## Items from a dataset
***

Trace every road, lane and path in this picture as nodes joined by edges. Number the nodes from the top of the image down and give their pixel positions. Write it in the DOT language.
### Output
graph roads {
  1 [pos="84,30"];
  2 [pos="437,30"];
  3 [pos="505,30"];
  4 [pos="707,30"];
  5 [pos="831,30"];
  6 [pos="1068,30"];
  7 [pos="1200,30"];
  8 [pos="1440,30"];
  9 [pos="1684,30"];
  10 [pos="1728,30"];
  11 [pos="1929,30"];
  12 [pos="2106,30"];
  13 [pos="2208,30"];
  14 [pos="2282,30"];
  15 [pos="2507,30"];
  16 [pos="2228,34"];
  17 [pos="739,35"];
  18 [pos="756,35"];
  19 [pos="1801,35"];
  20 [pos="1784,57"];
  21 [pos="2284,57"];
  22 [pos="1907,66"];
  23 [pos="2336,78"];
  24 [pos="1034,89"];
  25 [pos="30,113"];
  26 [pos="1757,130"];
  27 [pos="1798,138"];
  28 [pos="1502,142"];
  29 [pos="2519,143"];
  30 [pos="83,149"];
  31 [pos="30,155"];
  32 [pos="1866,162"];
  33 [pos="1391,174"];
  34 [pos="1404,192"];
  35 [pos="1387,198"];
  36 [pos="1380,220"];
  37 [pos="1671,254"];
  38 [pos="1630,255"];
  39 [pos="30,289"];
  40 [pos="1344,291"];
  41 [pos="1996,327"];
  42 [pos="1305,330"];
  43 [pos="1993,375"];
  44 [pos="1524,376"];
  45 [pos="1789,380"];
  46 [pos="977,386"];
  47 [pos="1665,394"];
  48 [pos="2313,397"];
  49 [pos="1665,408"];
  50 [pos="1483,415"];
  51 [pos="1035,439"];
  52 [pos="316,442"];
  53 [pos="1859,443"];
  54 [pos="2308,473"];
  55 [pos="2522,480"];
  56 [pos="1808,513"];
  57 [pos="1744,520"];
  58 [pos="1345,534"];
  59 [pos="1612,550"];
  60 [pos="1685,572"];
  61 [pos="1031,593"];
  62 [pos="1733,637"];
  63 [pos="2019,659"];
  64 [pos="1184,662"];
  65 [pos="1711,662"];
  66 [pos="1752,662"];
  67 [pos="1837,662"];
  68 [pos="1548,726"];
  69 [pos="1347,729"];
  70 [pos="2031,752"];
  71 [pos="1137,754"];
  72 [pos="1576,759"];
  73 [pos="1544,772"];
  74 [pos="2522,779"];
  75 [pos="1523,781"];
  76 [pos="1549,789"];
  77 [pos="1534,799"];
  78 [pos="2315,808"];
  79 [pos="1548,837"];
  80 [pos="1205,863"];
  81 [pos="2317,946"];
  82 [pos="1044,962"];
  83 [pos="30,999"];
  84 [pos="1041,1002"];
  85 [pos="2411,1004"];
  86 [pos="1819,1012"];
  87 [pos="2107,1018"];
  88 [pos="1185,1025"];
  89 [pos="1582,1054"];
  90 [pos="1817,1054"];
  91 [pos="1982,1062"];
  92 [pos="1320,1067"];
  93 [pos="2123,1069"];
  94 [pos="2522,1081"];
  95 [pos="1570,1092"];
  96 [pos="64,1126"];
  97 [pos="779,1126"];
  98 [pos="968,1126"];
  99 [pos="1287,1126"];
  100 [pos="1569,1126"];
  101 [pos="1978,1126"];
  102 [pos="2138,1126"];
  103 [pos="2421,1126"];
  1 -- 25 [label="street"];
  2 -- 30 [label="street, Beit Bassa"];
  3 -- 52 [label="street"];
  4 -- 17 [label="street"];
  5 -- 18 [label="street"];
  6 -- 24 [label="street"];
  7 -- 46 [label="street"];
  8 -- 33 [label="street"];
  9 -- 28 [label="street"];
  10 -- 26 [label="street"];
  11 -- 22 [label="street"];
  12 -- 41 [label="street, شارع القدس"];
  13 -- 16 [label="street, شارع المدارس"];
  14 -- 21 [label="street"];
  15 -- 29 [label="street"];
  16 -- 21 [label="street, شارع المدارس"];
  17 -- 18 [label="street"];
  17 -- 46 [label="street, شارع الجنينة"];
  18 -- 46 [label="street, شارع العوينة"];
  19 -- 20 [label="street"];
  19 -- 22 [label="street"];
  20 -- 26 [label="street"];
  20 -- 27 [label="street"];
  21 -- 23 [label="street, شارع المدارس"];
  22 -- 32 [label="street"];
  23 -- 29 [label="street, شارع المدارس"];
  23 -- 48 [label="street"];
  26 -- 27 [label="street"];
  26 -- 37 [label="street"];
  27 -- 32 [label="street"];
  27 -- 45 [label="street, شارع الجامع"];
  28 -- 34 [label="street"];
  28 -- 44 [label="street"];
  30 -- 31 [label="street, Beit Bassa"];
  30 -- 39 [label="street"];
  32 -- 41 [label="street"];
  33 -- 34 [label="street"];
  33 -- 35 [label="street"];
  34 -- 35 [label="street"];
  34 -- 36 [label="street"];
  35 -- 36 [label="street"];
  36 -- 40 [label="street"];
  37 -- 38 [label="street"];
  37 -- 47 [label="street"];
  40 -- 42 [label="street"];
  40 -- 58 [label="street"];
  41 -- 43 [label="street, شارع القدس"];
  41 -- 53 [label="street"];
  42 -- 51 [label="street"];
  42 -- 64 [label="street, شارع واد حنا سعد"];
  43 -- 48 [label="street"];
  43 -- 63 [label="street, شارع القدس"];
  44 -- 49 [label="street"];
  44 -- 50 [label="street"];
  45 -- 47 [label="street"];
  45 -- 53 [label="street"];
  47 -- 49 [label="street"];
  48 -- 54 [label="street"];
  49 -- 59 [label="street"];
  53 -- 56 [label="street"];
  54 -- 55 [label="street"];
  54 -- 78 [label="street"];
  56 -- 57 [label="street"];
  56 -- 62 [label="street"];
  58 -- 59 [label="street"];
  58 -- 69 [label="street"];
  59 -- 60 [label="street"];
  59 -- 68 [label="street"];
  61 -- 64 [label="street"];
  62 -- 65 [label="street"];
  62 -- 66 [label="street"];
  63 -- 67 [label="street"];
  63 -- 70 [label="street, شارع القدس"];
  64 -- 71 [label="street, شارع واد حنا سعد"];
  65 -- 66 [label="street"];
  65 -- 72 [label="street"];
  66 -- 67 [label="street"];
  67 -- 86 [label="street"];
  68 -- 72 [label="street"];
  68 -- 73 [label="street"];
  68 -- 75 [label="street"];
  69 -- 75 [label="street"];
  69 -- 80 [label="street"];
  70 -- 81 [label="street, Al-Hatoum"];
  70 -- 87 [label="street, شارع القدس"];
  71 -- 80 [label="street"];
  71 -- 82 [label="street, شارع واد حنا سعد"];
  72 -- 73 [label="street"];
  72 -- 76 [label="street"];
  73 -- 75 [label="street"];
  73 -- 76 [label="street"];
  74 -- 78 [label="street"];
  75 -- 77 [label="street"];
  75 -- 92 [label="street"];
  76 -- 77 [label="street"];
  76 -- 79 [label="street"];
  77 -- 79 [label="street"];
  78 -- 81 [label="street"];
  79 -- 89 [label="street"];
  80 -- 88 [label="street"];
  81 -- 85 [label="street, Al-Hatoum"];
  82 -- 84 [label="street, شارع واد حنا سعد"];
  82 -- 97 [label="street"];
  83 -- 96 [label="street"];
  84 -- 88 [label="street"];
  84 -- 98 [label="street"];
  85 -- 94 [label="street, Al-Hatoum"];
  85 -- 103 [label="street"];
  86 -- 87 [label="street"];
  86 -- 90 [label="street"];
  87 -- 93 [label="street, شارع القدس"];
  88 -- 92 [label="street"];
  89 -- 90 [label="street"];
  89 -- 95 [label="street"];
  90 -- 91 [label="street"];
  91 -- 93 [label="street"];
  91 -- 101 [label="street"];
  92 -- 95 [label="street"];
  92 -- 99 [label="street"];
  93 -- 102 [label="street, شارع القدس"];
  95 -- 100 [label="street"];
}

***

## PROBLEM DESCRIPTION
Lines of the data above that include the string "Bassa" must each be copied.

## TASK SOLUTION
  2 -- 30 [label="street, Beit Bassa"];
  30 -- 31 [label="street, Beit Bassa"];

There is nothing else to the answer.